# Your Stakeholder Wants More Data!

After investigating the preview of your data from Part 1, your stakeholder realized that there is no financial information included in the IMDB data (e.g. budget or revenue).

This will be a major roadblock when attempting to analyze which movies are successful and must be addressed before you will be able to determine which movies are successful.
Your stakeholder identified The Movie Database (TMDB) as a great source of financial data (https://www.themoviedb.org/). Thankfully, TMDB offers a free API for programmatic access to their data!

Your stakeholder wants you to extract the budget, revenue, and MPAA Rating (G/PG/PG-13/R), which is also called "Certification".

## Specifications - Financial Data

Your stakeholder would like you to extract and save the results for movies that meet all of the criteria established in part 1 of the project (You should already have a filtered dataframe saved from part one as a csv.gz file)

As a proof-of-concept, they requested you perform a test extraction of movies that started in 2000 or 2001

Each year should be saved as a separate .csv.gz file

Hint: Use the two custom functions from the lessons (Intro to TMDB API, and Efficient TMDB API Calls). Be sure to define these functions prior to calling them in your code!
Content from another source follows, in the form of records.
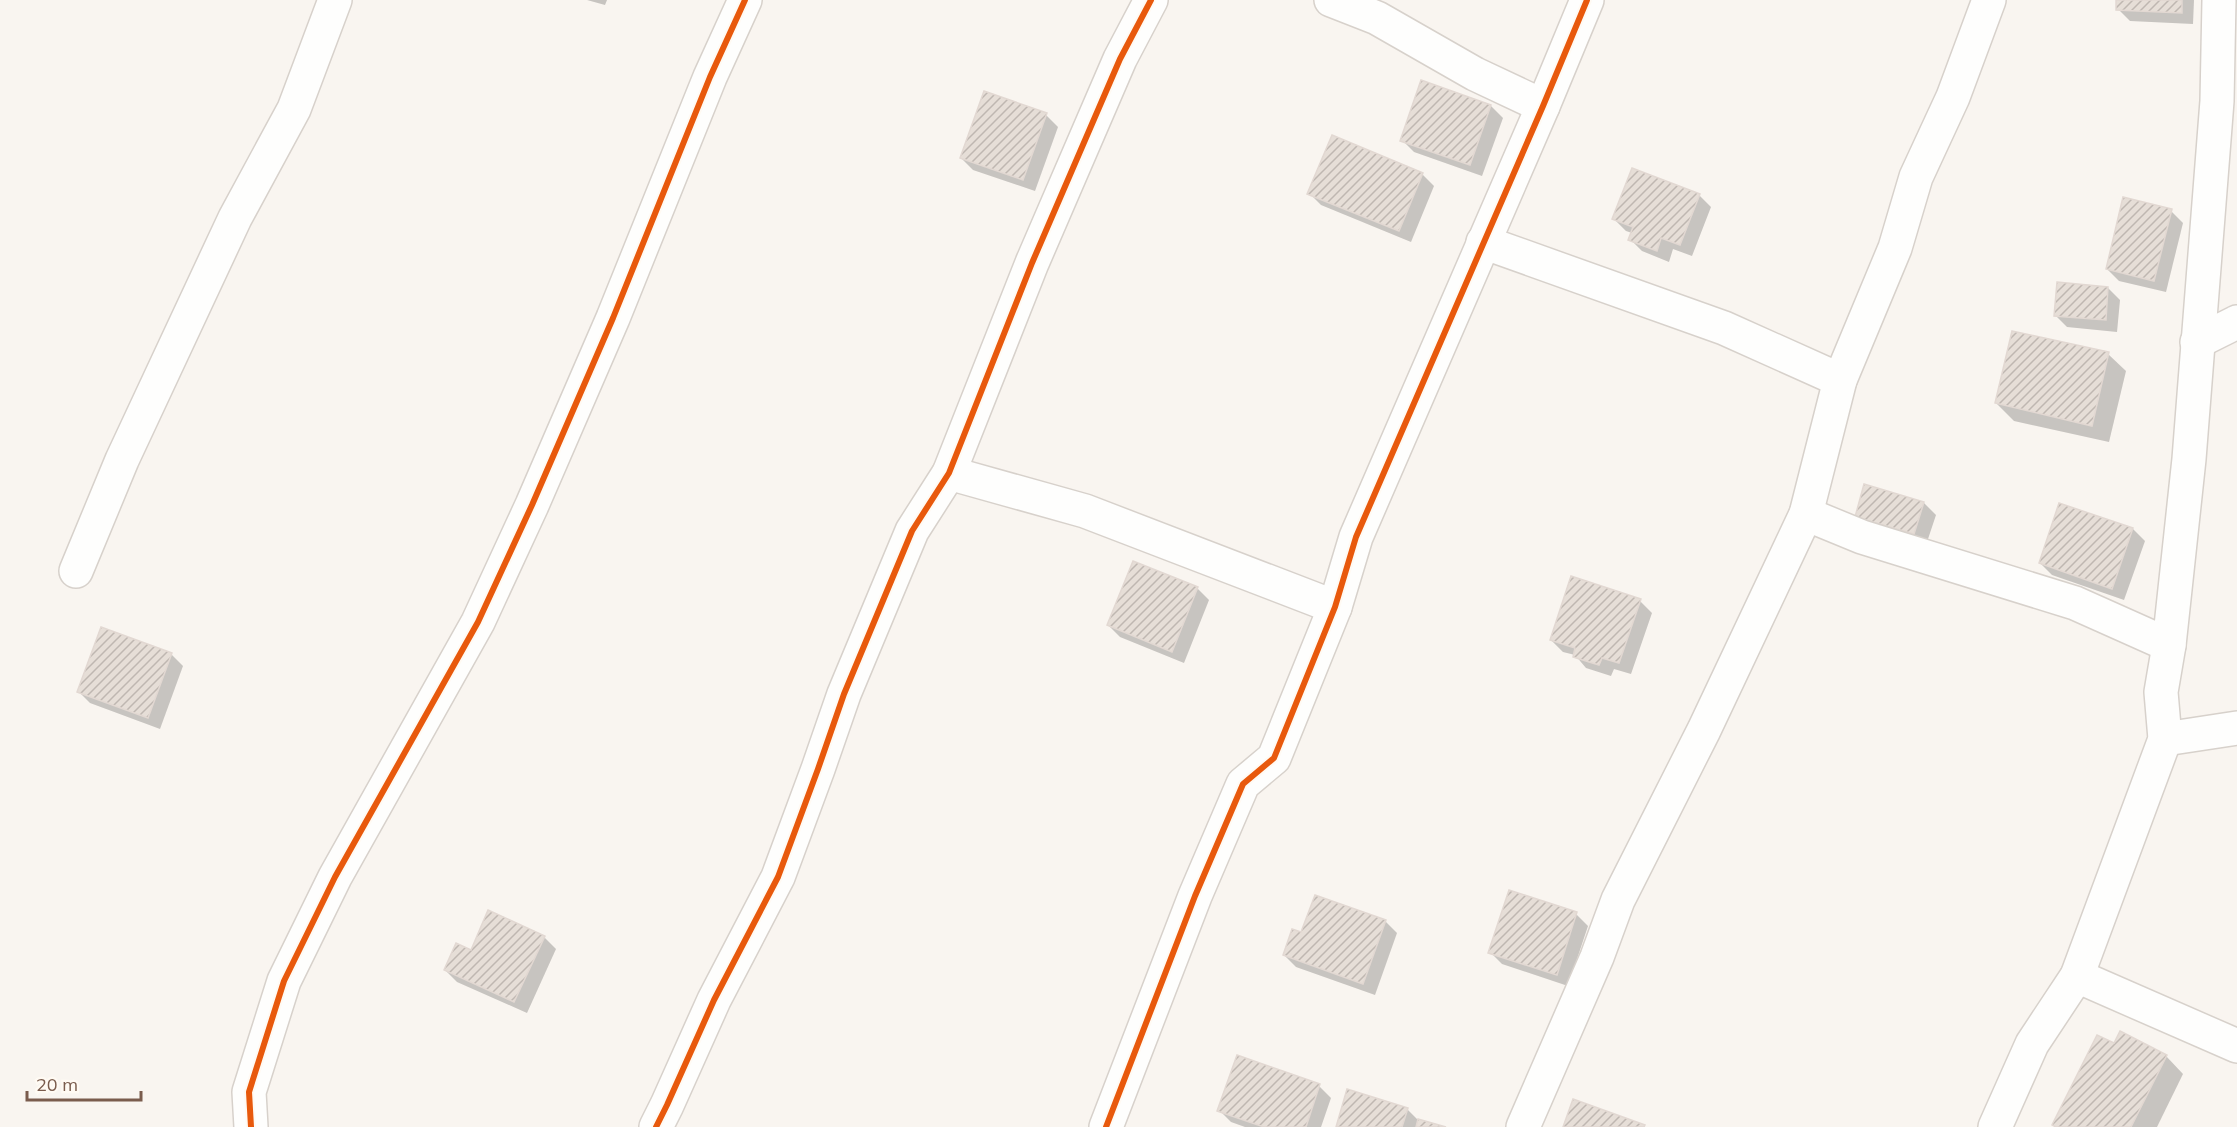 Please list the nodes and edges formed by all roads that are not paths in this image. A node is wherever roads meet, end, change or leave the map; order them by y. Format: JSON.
{"nodes":[{"id":1,"x":335,"y":0,"type":"edge"},
{"id":2,"x":745,"y":0,"type":"edge"},
{"id":3,"x":1151,"y":0,"type":"edge"},
{"id":4,"x":1331,"y":0,"type":"edge"},
{"id":5,"x":1587,"y":0,"type":"edge"},
{"id":6,"x":1989,"y":0,"type":"edge"},
{"id":7,"x":2219,"y":0,"type":"edge"},
{"id":8,"x":1543,"y":106,"type":"junction"},
{"id":9,"x":1483,"y":242,"type":"junction"},
{"id":10,"x":2237,"y":322,"type":"edge"},
{"id":11,"x":2197,"y":342,"type":"junction"},
{"id":12,"x":1840,"y":380,"type":"junction"},
{"id":13,"x":949,"y":473,"type":"junction"},
{"id":14,"x":1806,"y":514,"type":"junction"},
{"id":15,"x":76,"y":571,"type":"dead end"},
{"id":16,"x":1335,"y":607,"type":"junction"},
{"id":17,"x":2169,"y":645,"type":"junction"},
{"id":18,"x":2237,"y":728,"type":"edge"},
{"id":19,"x":2165,"y":739,"type":"junction"},
{"id":20,"x":2077,"y":976,"type":"junction"},
{"id":21,"x":2237,"y":1046,"type":"edge"},
{"id":22,"x":251,"y":1127,"type":"edge"},
{"id":23,"x":656,"y":1127,"type":"edge"},
{"id":24,"x":1106,"y":1127,"type":"edge"},
{"id":25,"x":1523,"y":1127,"type":"edge"},
{"id":26,"x":1995,"y":1127,"type":"edge"}],
"edges":[{"from":1,"to":15,"type":"street"},
{"from":2,"to":22,"type":"street"},
{"from":3,"to":13,"type":"street"},
{"from":4,"to":8,"type":"street"},
{"from":5,"to":8,"type":"street"},
{"from":6,"to":12,"type":"street"},
{"from":7,"to":11,"type":"street"},
{"from":8,"to":9,"type":"street"},
{"from":9,"to":12,"type":"street"},
{"from":9,"to":16,"type":"street"},
{"from":10,"to":11,"type":"street"},
{"from":11,"to":17,"type":"street"},
{"from":12,"to":14,"type":"street"},
{"from":13,"to":16,"type":"street"},
{"from":13,"to":23,"type":"street"},
{"from":14,"to":17,"type":"street"},
{"from":14,"to":25,"type":"street"},
{"from":16,"to":24,"type":"street"},
{"from":17,"to":19,"type":"street"},
{"from":18,"to":19,"type":"street"},
{"from":19,"to":20,"type":"street"},
{"from":20,"to":21,"type":"street"},
{"from":20,"to":26,"type":"street"}]}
One function will add the certification (MPGG Rating) to movie.info
The other function will help you append/extend a JSON file with Python

## Confirm Your API Function works.

In order to ensure your function for extracting movie data from TMDB is working, test your function on these 2 movie ids: tt0848228 ("The Avengers") and tt0332280 ("The Notebook"). Make sure that your function runs without error and that it returns the correct movie's data for both test ids.

Hint: Ideally you can organize the code segments from the previous lesson to create an outer and inner loop, but if you get stuck, you can complete 1 year at a time.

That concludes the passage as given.